MP-5(2): Documentation of Activities

MP-5(2): Documentation of Activities requires you to record and retain evidence of media protection activities so an assessor can verify what was done, by whom, when, and under which approved procedure. Operationalize it by defining what “media activities” you perform, assigning an owner, standardizing a log template, and setting a repeatable evidence-collection cadence tied to those workflows. 1

Key takeaways:

  • Treat MP-5(2) as an evidence engineering requirement: activities must be provable, not just performed. 1
  • Map each media-handling workflow to a record type, owner, and retention location so audits do not devolve into email archaeology. 1
  • Build “audit-ready by default” documentation into ticketing, chain-of-custody forms, and approvals for sanitization, transport, storage, reuse, and disposal. 1

The mp-5(2): documentation of activities requirement sits in the Media Protection (MP) family of NIST SP 800-53 Rev. 5. In practice, it is the control enhancement that turns your media protection program from “we have a policy” into “we can prove we executed it.” The fastest path to compliance is to stop thinking of documentation as a separate task and instead treat it as an output of each media activity your teams already perform: issuing encrypted drives, moving backup tapes, receiving assets from a third party, sanitizing endpoints for redeployment, or destroying retired media.

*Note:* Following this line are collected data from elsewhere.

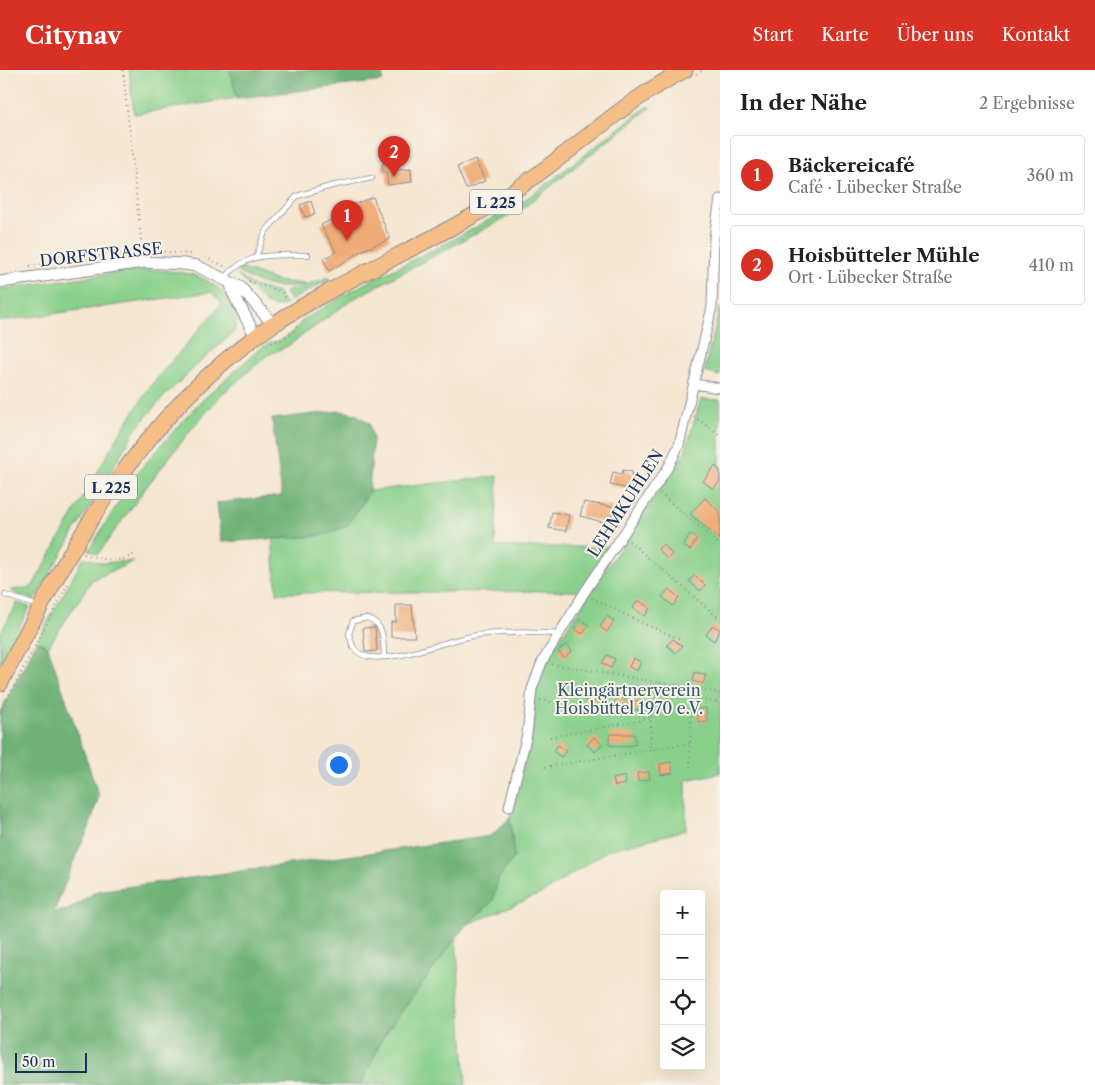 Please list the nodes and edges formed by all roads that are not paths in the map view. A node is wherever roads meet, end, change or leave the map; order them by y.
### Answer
1 (685, 70) edge
2 (372, 178) dead end
3 (720, 199) edge
4 (308, 255) dead end
5 (256, 257) junction
6 (228, 281) junction
7 (0, 282) edge
8 (274, 325) junction
9 (261, 341) junction
10 (694, 384) junction
11 (720, 388) edge
12 (5, 595) dead end
13 (39, 607) junction
14 (559, 634) junction
15 (384, 656) junction
16 (0, 684) edge
17 (509, 807) dead end

1 - 8 main road, L 225
2 - 5 lane
3 - 10 street, LEHMKUHLEN
4 - 5 lane
5 - 6 lane
6 - 7 street, DORFSTRASSE
6 - 8 street, DORFSTRASSE
6 - 9 street
8 - 9 main road, L 225
9 - 13 main road, L 225
10 - 11 street
10 - 14 street, LEHMKUHLEN
12 - 13 lane
13 - 16 main road, L 225
14 - 15 lane
14 - 17 street, LEHMKUHLEN
15 - 15 lane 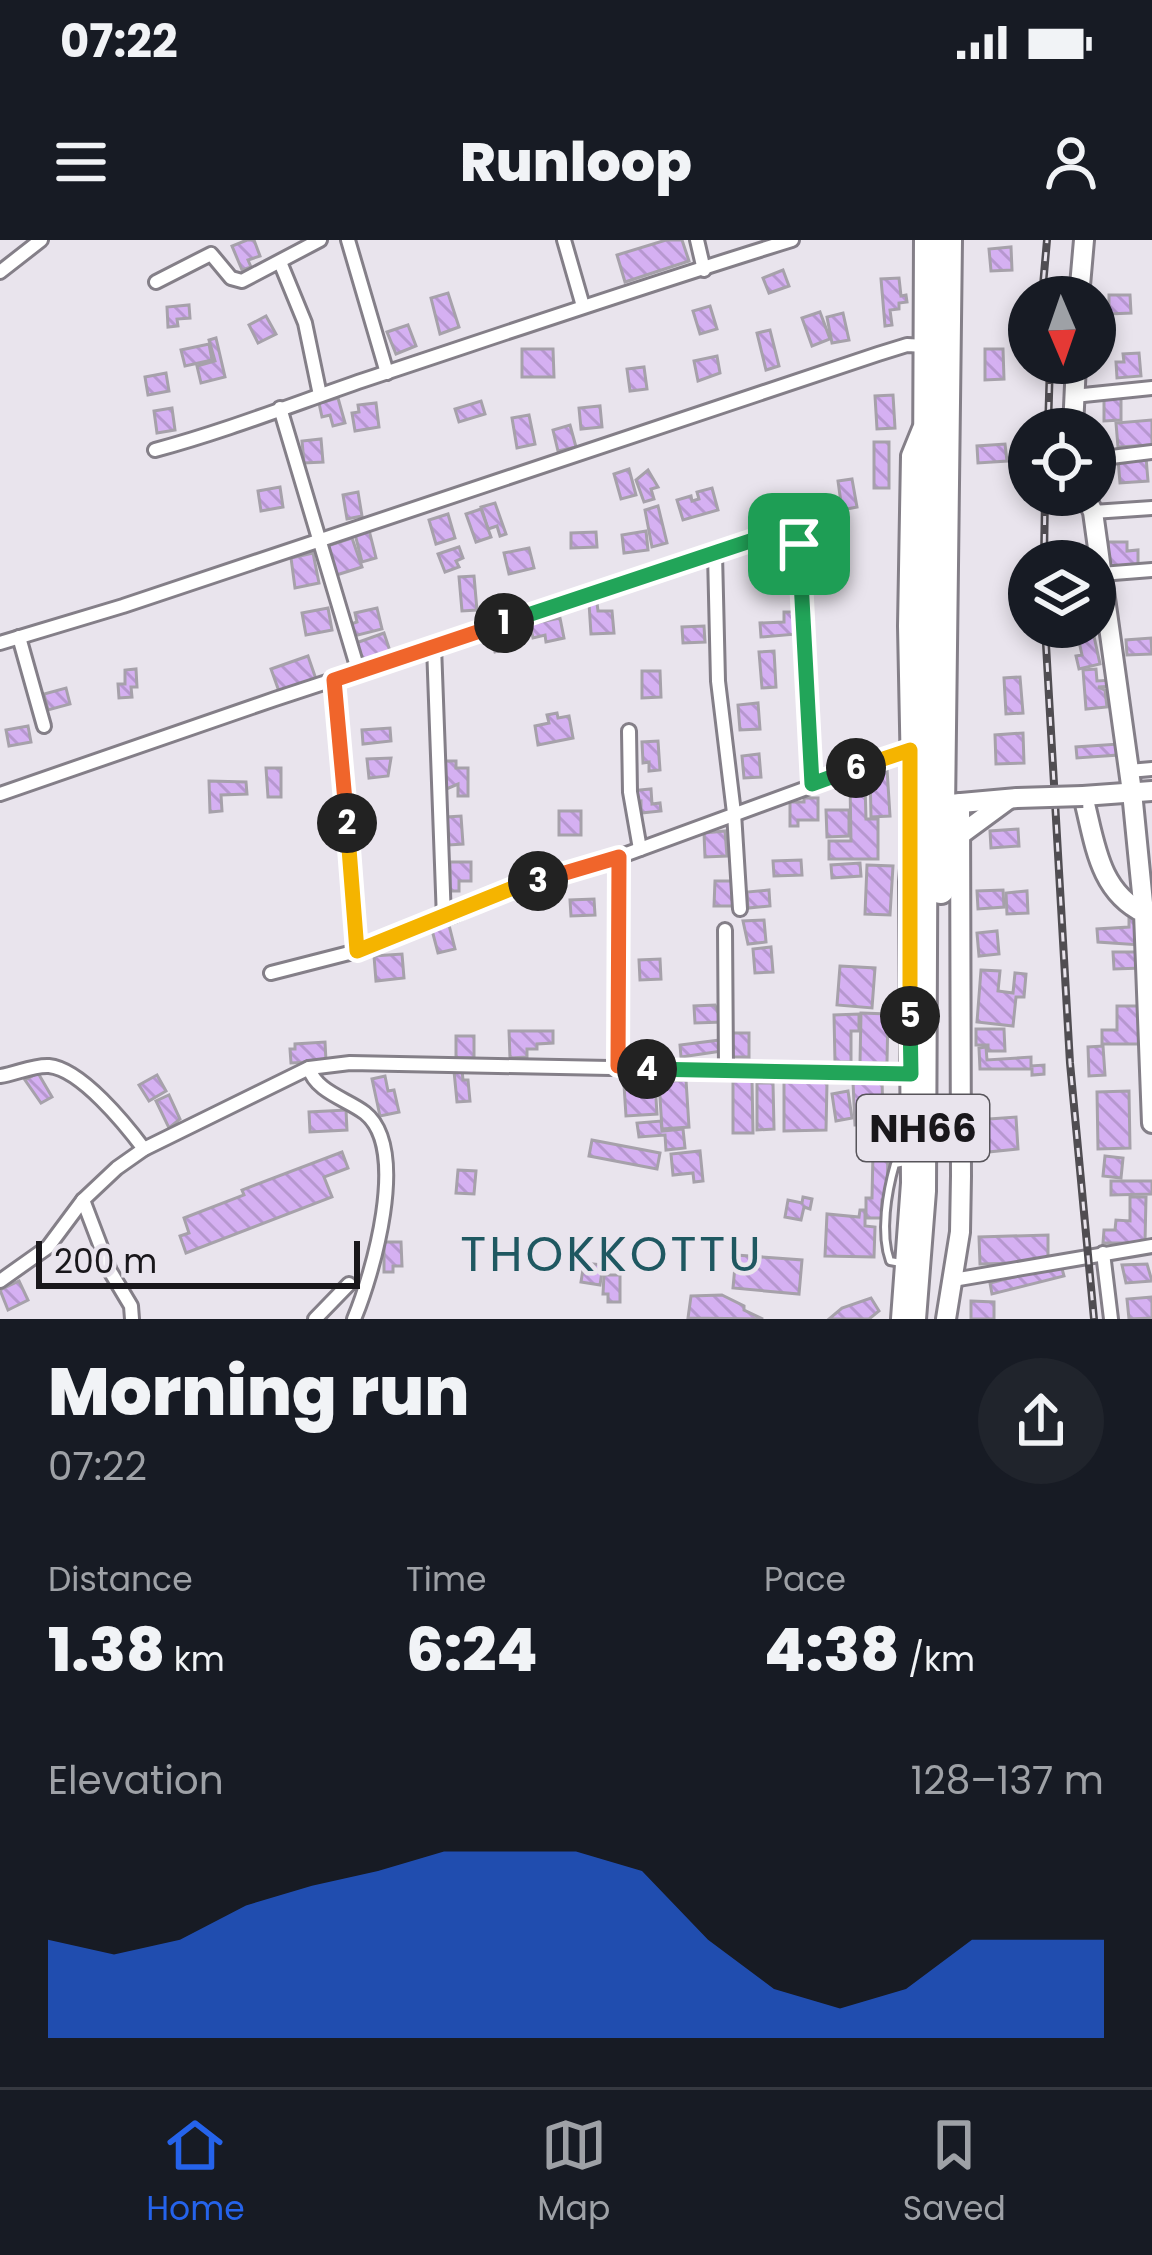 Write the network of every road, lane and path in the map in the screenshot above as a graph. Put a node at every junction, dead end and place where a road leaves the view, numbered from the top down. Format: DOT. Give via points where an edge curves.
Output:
graph roads {
  1 [pos="41,240"];
  2 [pos="320,240"];
  3 [pos="348,240"];
  4 [pos="564,240"];
  5 [pos="697,240"];
  6 [pos="792,240"];
  7 [pos="927,240"];
  8 [pos="949,240"];
  9 [pos="1084,240"];
  10 [pos="280,262"];
  11 [pos="704,270"];
  12 [pos="0,272"];
  13 [pos="1081,276"];
  14 [pos="156,282"];
  15 [pos="583,307"];
  16 [pos="925,346"];
  17 [pos="387,373"];
  18 [pos="1075,384"];
  19 [pos="1152,388"];
  20 [pos="320,395"];
  21 [pos="1074,396"];
  22 [pos="280,408"];
  23 [pos="1074,408"];
  24 [pos="936,422"];
  25 [pos="154,450"];
  26 [pos="1152,452"];
  27 [pos="1116,456"];
  28 [pos="1116,505"];
  29 [pos="1152,508"];
  30 [pos="317,541"];
  31 [pos="715,554"];
  32 [pos="1152,570"];
  33 [pos="1116,573"];
  34 [pos="19,638"];
  35 [pos="0,644"];
  36 [pos="434,646"];
  37 [pos="1112,648"];
  38 [pos="359,673"];
  39 [pos="334,680"];
  40 [pos="44,726"];
  41 [pos="629,731"];
  42 [pos="916,748"];
  43 [pos="1152,769"];
  44 [pos="1129,771"];
  45 [pos="812,784"];
  46 [pos="1142,792"];
  47 [pos="0,794"];
  48 [pos="1083,796"];
  49 [pos="1013,798"];
  50 [pos="935,811"];
  51 [pos="734,813"];
  52 [pos="961,835"];
  53 [pos="640,849"];
  54 [pos="619,857"];
  55 [pos="740,909"];
  56 [pos="1144,913"];
  57 [pos="444,919"];
  58 [pos="725,930"];
  59 [pos="932,937"];
  60 [pos="357,951"];
  61 [pos="272,973"];
  62 [pos="618,1066"];
  63 [pos="309,1067"];
  64 [pos="726,1068"];
  65 [pos="911,1074"];
  66 [pos="0,1076"];
  67 [pos="1152,1124"];
  68 [pos="144,1149"];
  69 [pos="83,1200"];
  70 [pos="1152,1246"];
  71 [pos="1103,1253"];
  72 [pos="0,1280"];
  73 [pos="953,1280"];
  74 [pos="349,1284"];
  75 [pos="132,1319"];
  76 [pos="315,1319"];
  77 [pos="354,1319"];
  78 [pos="901,1319"];
  79 [pos="914,1319"];
  80 [pos="928,1319"];
  81 [pos="946,1319"];
  82 [pos="1111,1319"];
  1 -- 12 [label="street"];
  2 -- 10 [label="street"];
  3 -- 17 [label="street"];
  4 -- 15 [label="street"];
  5 -- 11 [label="street"];
  6 -- 11 [label="street"];
  7 -- 16 [label="highway, NH66"];
  8 -- 24 [label="highway, NH66"];
  9 -- 13 [label="street"];
  10 -- 14 [label="street" via="236,281 212,254"];
  10 -- 20 [label="street" via="305,323"];
  11 -- 15 [label="street"];
  15 -- 17 [label="street"];
  16 -- 24 [label="highway, NH66"];
  16 -- 30 [label="street" via="878,354"];
  17 -- 20 [label="street"];
  18 -- 21 [label="street"];
  19 -- 21 [label="street"];
  20 -- 22 [label="street"];
  21 -- 23 [label="street"];
  22 -- 25 [label="street"];
  22 -- 30 [label="street"];
  24 -- 42 [label="highway, NH66"];
  24 -- 50 [label="highway, NH66"];
  26 -- 27 [label="street"];
  28 -- 29 [label="street"];
  30 -- 34 [label="street"];
  30 -- 38 [label="street"];
  31 -- 36 [label="street"];
  31 -- 45 [label="street" via="797,531"];
  31 -- 51 [label="street" via="718,680"];
  32 -- 33 [label="street"];
  34 -- 35 [label="street"];
  34 -- 40 [label="street"];
  36 -- 38 [label="street"];
  36 -- 57 [label="street"];
  37 -- 44 [label="street"];
  38 -- 39 [label="street"];
  39 -- 47 [label="street"];
  39 -- 60 [label="street"];
  41 -- 53 [label="street"];
  42 -- 45 [label="street"];
  42 -- 50 [label="highway, NH66"];
  43 -- 44 [label="street"];
  44 -- 46 [label="street"];
  45 -- 51 [label="street"];
  46 -- 48 [label="street"];
  46 -- 56 [label="street"];
  48 -- 49 [label="street, bridge"];
  48 -- 56 [label="street" via="1104,876 1122,903"];
  49 -- 50 [label="street"];
  49 -- 52 [label="street"];
  50 -- 52 [label="street"];
  50 -- 59 [label="highway, NH66"];
  50 -- 65 [label="street" via="909,926"];
  51 -- 53 [label="street"];
  51 -- 55 [label="street"];
  52 -- 73 [label="street" via="962,1176"];
  53 -- 54 [label="street"];
  54 -- 57 [label="street" via="513,888"];
  54 -- 62 [label="street"];
  56 -- 67 [label="street"];
  57 -- 60 [label="street"];
  58 -- 64 [label="street"];
  59 -- 79 [label="highway, NH66"];
  59 -- 80 [label="highway, NH66" via="937,1191"];
  60 -- 61 [label="street"];
  62 -- 63 [label="street"];
  62 -- 64 [label="street"];
  63 -- 68 [label="street"];
  63 -- 77 [label="street" via="319,1084 369,1116 384,1146 377,1254"];
  64 -- 65 [label="street"];
  65 -- 78 [label="street"];
  66 -- 68 [label="street" via="57,1068 106,1102"];
  68 -- 69 [label="street"];
  69 -- 72 [label="street" via="48,1247"];
  69 -- 75 [label="street"];
  70 -- 71 [label="street"];
  71 -- 73 [label="street"];
  71 -- 82 [label="street"];
  73 -- 81 [label="street"];
  74 -- 76 [label="street"];
} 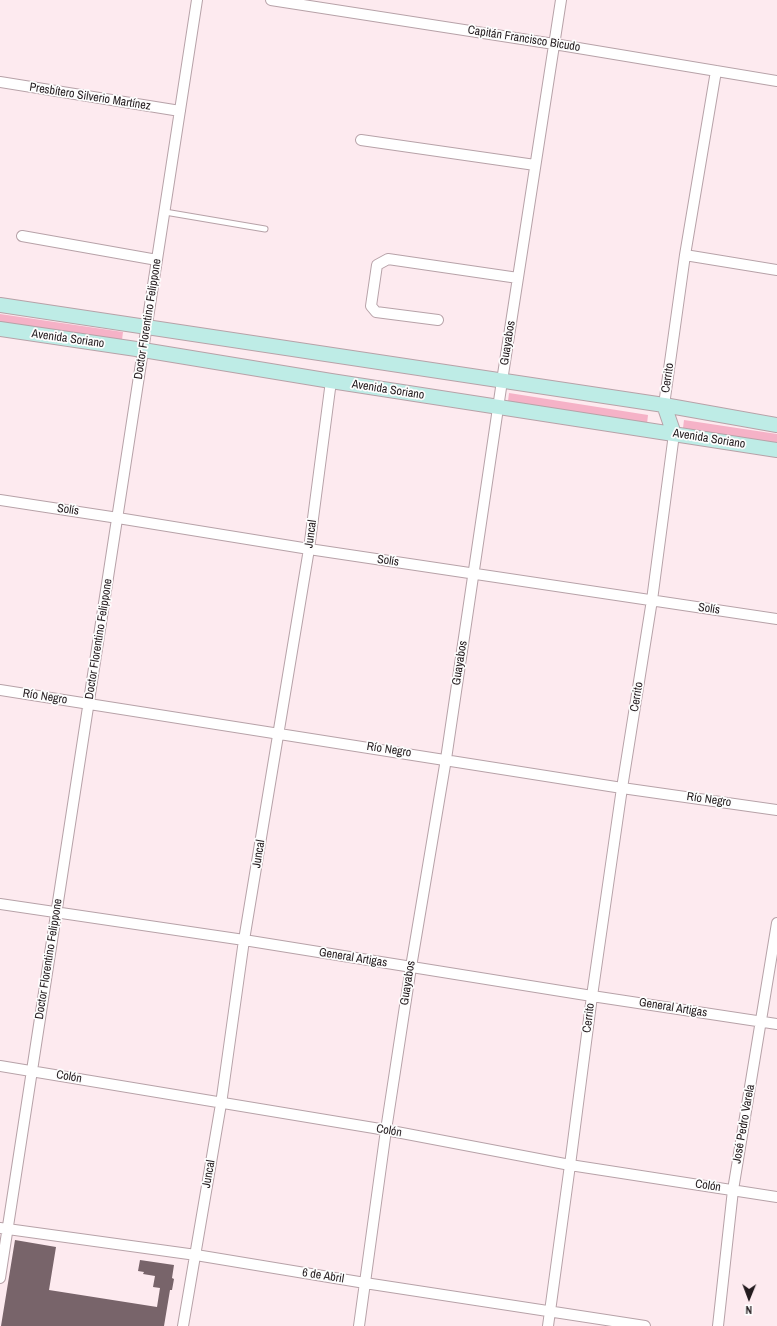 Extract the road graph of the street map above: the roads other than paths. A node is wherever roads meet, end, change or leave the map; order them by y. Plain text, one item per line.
1 (198, 0) edge
2 (271, 0) edge
3 (561, 0) edge
4 (554, 44) junction
5 (716, 71) junction
6 (777, 81) edge
7 (0, 82) edge
8 (180, 111) junction
9 (361, 140) dead end
10 (535, 165) junction
11 (165, 212) junction
12 (265, 229) dead end
13 (22, 236) dead end
14 (685, 255) junction
15 (157, 260) junction
16 (777, 270) edge
17 (518, 278) junction
18 (0, 305) edge
19 (438, 320) dead end
20 (147, 326) junction
21 (0, 329) edge
22 (143, 350) junction
23 (331, 381) junction
24 (502, 381) junction
25 (664, 405) junction
26 (498, 407) junction
27 (777, 425) edge
28 (674, 434) junction
29 (777, 450) edge
30 (0, 500) edge
31 (118, 518) junction
32 (309, 549) junction
33 (474, 573) junction
34 (652, 600) junction
35 (777, 619) edge
36 (0, 690) edge
37 (89, 704) junction
38 (278, 733) junction
39 (446, 759) junction
40 (622, 788) junction
41 (777, 810) edge
42 (0, 904) edge
43 (56, 912) junction
44 (777, 923) edge
45 (244, 940) junction
46 (411, 967) junction
47 (592, 996) junction
48 (761, 1022) junction
49 (777, 1024) edge
50 (0, 1066) edge
51 (32, 1071) junction
52 (221, 1104) junction
53 (386, 1130) junction
54 (570, 1165) junction
55 (733, 1190) junction
56 (777, 1197) edge
57 (4, 1229) edge
58 (196, 1255) junction
59 (0, 1278) edge
60 (365, 1283) junction
61 (549, 1312) junction
62 (184, 1326) edge
63 (359, 1326) edge
64 (548, 1326) edge
65 (645, 1326) edge
66 (718, 1326) edge

1 - 8 street, Doctor Florentino Felippone
2 - 4 street, Capitán Francisco Bicudo
3 - 4 street, Guayabos
4 - 5 street, Capitán Francisco Bicudo
4 - 10 street, Guayabos
5 - 6 street, Capitán Francisco Bicudo
5 - 14 street, Cerrito
7 - 8 street, Presbítero Silverio Martínez
8 - 11 street, Doctor Florentino Felippone
9 - 10 street
10 - 17 street, Guayabos
11 - 12 lane
11 - 15 street, Doctor Florentino Felippone
13 - 15 street
14 - 16 street
14 - 25 street, Cerrito
15 - 20 street, Doctor Florentino Felippone
17 - 19 street
17 - 24 street, Guayabos
18 - 20 street, Avenida Soriano
20 - 22 street, Doctor Florentino Felippone
20 - 24 street, Avenida Soriano
21 - 22 street, Avenida Soriano
22 - 23 street, Avenida Soriano
22 - 31 street, Doctor Florentino Felippone
23 - 26 street, Avenida Soriano
23 - 32 street, Juncal
24 - 25 street, Avenida Soriano
24 - 26 street, Guayabos
25 - 27 street, Avenida Soriano
25 - 28 street, Cerrito
26 - 28 street, Avenida Soriano
26 - 33 street, Guayabos
28 - 29 street, Avenida Soriano
28 - 34 street, Cerrito
30 - 31 street, Solís
31 - 32 street, Solís
31 - 37 street, Doctor Florentino Felippone
32 - 33 street, Solís
32 - 38 street, Juncal
33 - 34 street, Solís
33 - 39 street, Guayabos
34 - 35 street, Solís
34 - 40 street, Cerrito
36 - 37 street, Río Negro
37 - 38 street, Río Negro
37 - 43 street, Doctor Florentino Felippone
38 - 39 street, Río Negro
38 - 45 street, Juncal
39 - 40 street, Río Negro
39 - 46 street, Guayabos
40 - 41 street, Río Negro
40 - 47 street, Cerrito
42 - 43 street, General Artigas
43 - 45 street, General Artigas
43 - 51 street, Doctor Florentino Felippone
44 - 48 street, José Pedro Varela
45 - 46 street, General Artigas
45 - 52 street, Juncal
46 - 47 street, General Artigas
46 - 53 street, Guayabos
47 - 48 street, General Artigas
47 - 54 street, Cerrito
48 - 49 street, General Artigas
48 - 55 street, José Pedro Varela
50 - 51 street, Colón
51 - 52 street, Colón
51 - 57 street, Doctor Florentino Felippone
52 - 53 street, Colón
52 - 58 street, Juncal
53 - 54 street, Colón
53 - 60 street, Guayabos
54 - 55 street, Colón
54 - 61 street, Cerrito
55 - 56 street, Colón
55 - 66 street, José Pedro Varela
57 - 58 street, 6 de Abril
57 - 59 street, Doctor Florentino Felippone
58 - 60 street, 6 de Abril
58 - 62 street, Juncal
60 - 61 street, 6 de Abril
60 - 63 street, Guayabos
61 - 64 street, Cerrito
61 - 65 street, 6 de Abril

For a Compliance Officer, CCO, or GRC lead, the operational goal is clear: define the documentation you expect for each activity, ensure it is captured consistently, and store it where you can retrieve it quickly for internal reviews, customer inquiries, and external assessments. If you run federal systems or handle federal data as a contractor, MP-5(2) often becomes a “show me” control during security assessments because media is a common pathway for data loss, inventory gaps, and weak offboarding. 2

Regulatory text

Framework excerpt: “NIST SP 800-53 control MP-5.2.” 1

What the operator must do: implement and maintain documentation that records your media protection activities with enough detail for an assessor to confirm that required actions occurred and were authorized. Because the excerpt provided is high-level, operationalization should focus on: (1) defining which activities count, (2) standardizing what gets recorded for each, and (3) ensuring records are retained and retrievable across the system lifecycle. 1

Plain-English interpretation (what MP-5(2) is really asking)

MP-5(2) expects you to document media-related security actions as they happen so you can later demonstrate control operation. If you sanitize a laptop, you should have a record that links the asset ID to the method used, the approver, the technician, the date/time, and the outcome. If you move backup media offsite with a third party, you should have chain-of-custody evidence that shows transfer and receipt.

A clean mental model: every media activity needs a “who/what/when/where/how/proof” record. 1

Who it applies to

Entity types and environments

  • Federal information systems implementing NIST SP 800-53 controls. 2
  • Contractor systems handling federal data, including environments where a third party stores, transports, sanitizes, or destroys media on your behalf. 1

Operational contexts where MP-5(2) becomes “real”

  • Endpoint refresh and redeployment programs (sanitize, reimage, reuse).
  • Data center operations (drive replacement, storage arrays, decommissioning).
  • Backup operations (tapes, removable drives, offline backups).
  • Incident response (quarantining or preserving media as evidence).
  • Third-party logistics and destruction (RMA shipments, shredding vendors, e-waste).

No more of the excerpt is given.